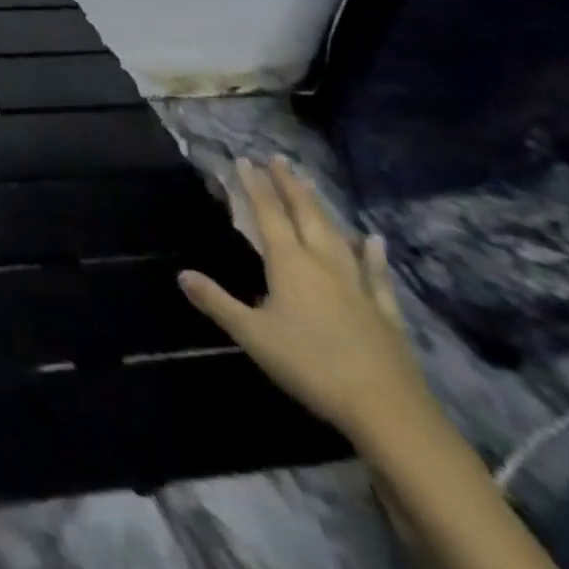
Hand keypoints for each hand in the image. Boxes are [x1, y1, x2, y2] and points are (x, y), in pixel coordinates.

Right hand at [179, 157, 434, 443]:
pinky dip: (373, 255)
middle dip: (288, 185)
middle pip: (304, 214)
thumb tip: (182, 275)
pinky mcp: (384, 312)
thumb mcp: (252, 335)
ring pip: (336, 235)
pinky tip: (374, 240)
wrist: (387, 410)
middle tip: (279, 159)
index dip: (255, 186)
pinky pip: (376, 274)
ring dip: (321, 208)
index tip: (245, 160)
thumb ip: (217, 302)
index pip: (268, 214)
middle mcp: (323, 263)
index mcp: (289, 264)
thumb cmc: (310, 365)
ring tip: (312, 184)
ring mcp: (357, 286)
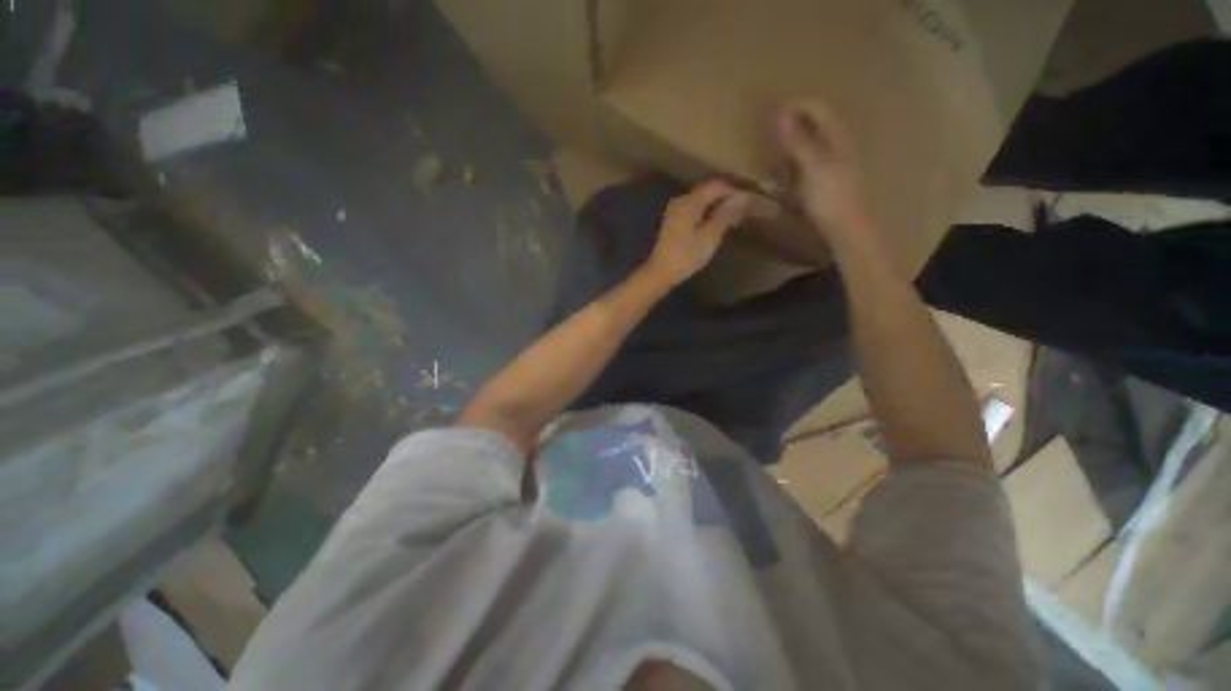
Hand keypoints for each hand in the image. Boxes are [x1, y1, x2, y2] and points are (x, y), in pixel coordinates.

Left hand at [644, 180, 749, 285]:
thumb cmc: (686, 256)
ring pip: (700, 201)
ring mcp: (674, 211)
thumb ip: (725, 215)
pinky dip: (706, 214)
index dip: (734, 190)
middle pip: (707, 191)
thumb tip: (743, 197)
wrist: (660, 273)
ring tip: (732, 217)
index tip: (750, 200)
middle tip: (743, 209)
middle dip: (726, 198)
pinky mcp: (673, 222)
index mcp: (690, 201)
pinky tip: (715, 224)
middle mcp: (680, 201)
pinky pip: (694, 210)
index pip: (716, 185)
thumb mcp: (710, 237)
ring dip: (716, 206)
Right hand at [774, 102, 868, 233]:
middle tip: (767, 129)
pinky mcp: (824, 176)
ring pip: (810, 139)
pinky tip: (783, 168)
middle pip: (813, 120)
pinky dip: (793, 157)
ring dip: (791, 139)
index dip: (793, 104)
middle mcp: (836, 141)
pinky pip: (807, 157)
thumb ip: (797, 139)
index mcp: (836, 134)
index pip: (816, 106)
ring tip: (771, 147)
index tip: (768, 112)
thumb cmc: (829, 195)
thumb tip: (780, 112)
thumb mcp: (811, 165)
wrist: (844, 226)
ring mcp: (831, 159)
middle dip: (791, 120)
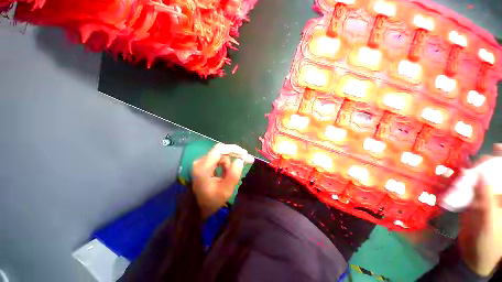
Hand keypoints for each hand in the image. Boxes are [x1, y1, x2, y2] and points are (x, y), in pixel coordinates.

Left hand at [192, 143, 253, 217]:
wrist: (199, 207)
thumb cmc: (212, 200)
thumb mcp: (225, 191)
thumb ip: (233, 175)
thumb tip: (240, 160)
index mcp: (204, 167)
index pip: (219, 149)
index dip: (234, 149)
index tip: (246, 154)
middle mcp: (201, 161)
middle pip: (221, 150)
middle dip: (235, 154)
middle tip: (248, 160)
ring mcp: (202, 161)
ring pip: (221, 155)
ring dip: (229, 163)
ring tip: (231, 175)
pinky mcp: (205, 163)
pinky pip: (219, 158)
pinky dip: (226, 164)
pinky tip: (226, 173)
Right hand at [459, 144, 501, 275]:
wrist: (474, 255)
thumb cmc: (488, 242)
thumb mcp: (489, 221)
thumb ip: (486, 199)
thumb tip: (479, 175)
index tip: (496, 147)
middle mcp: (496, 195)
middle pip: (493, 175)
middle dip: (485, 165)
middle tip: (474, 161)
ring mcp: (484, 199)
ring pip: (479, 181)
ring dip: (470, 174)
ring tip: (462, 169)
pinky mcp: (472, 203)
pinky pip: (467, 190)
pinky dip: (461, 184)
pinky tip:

= = = =

Copy all the records word for word and keep the pictures out.

Hand keypoints for each hand in the image. Boxes are [x1, y1, x2, y2] and points are (x, y), in pixel coordinates.

Right hand at [179, 157, 434, 443]:
pinky dip: (373, 255)
middle dip: (288, 185)
middle pip: (304, 214)
thumb tip: (182, 275)
pinky mcp: (384, 312)
thumb mcp: (252, 335)
ring pip: (336, 235)
pinky tip: (374, 240)
wrist: (387, 410)
middle tip: (279, 159)
index dip: (255, 186)
pinky pip: (376, 274)
ring dip: (321, 208)
index tip: (245, 160)
thumb ip: (217, 302)
index pip: (268, 214)
middle mcp: (323, 263)
index mcp: (289, 264)
thumb cmc: (310, 365)
ring tip: (312, 184)
ring mcp: (357, 286)
Hand keypoints for each hand in the image. Boxes are [x1, y1, x2, y2] and points are (x, y), in pixel coordinates.

Left hand at [644, 180, 749, 285]:
thumb cmc: (686, 256)
ring pip: (700, 201)
ring mcp: (674, 211)
thumb ip: (725, 215)
pinky dip: (706, 214)
index dip: (734, 190)
middle pip: (707, 191)
thumb tip: (743, 197)
wrist: (660, 273)
ring tip: (732, 217)
index tip: (750, 200)
middle tip: (743, 209)
middle dip: (726, 198)
pinky mcp: (673, 222)
index mcp: (690, 201)
pinky tip: (715, 224)
middle mcp: (680, 201)
pinky pip: (694, 210)
index pip: (716, 185)
thumb mcp: (710, 237)
ring dip: (716, 206)
Right hand at [774, 102, 868, 233]:
middle tip: (767, 129)
pinky mcp: (824, 176)
ring pip: (810, 139)
pinky tip: (783, 168)
middle pip: (813, 120)
pinky dip: (793, 157)
ring dip: (791, 139)
index dip: (793, 104)
middle mcp: (836, 141)
pinky pip: (807, 157)
thumb ip: (797, 139)
index mcp: (836, 134)
index pip: (816, 106)
ring tip: (771, 147)
index tip: (768, 112)
thumb cmc: (829, 195)
thumb tip: (780, 112)
thumb mcp: (811, 165)
wrist: (844, 226)
ring mcp: (831, 159)
middle dip: (791, 120)
Hand keypoints for each hand in the image. Boxes are [x1, y1, x2, y2] and points are (x, y), in pixel coordinates.

Left hand at [192, 143, 253, 217]:
wrist: (199, 207)
thumb cmc: (212, 200)
thumb mcp: (225, 191)
thumb ip: (233, 175)
thumb tip: (240, 160)
index mcp: (204, 167)
index pip: (219, 149)
index dip: (234, 149)
index tip: (246, 154)
middle mcp: (201, 161)
middle pip: (221, 150)
middle dip: (235, 154)
middle tip: (248, 160)
ring mcp: (202, 161)
ring pip: (221, 155)
ring dip: (229, 163)
ring tip: (231, 175)
pinky mcp: (205, 163)
pinky pip: (219, 158)
pinky dip: (226, 164)
pinky tip: (226, 173)
Right hand at [459, 144, 501, 275]:
wrist: (474, 255)
thumb cmc: (488, 242)
thumb mcp: (489, 221)
thumb ip: (486, 199)
thumb tip: (479, 175)
index tip: (496, 147)
middle mcp: (496, 195)
middle pip: (493, 175)
middle dip: (485, 165)
middle tip: (474, 161)
ring mcp: (484, 199)
ring pip: (479, 181)
ring dip: (470, 174)
ring tip: (462, 169)
pinky mcp: (472, 203)
pinky pip: (467, 190)
pinky dip: (461, 184)
pinky tip:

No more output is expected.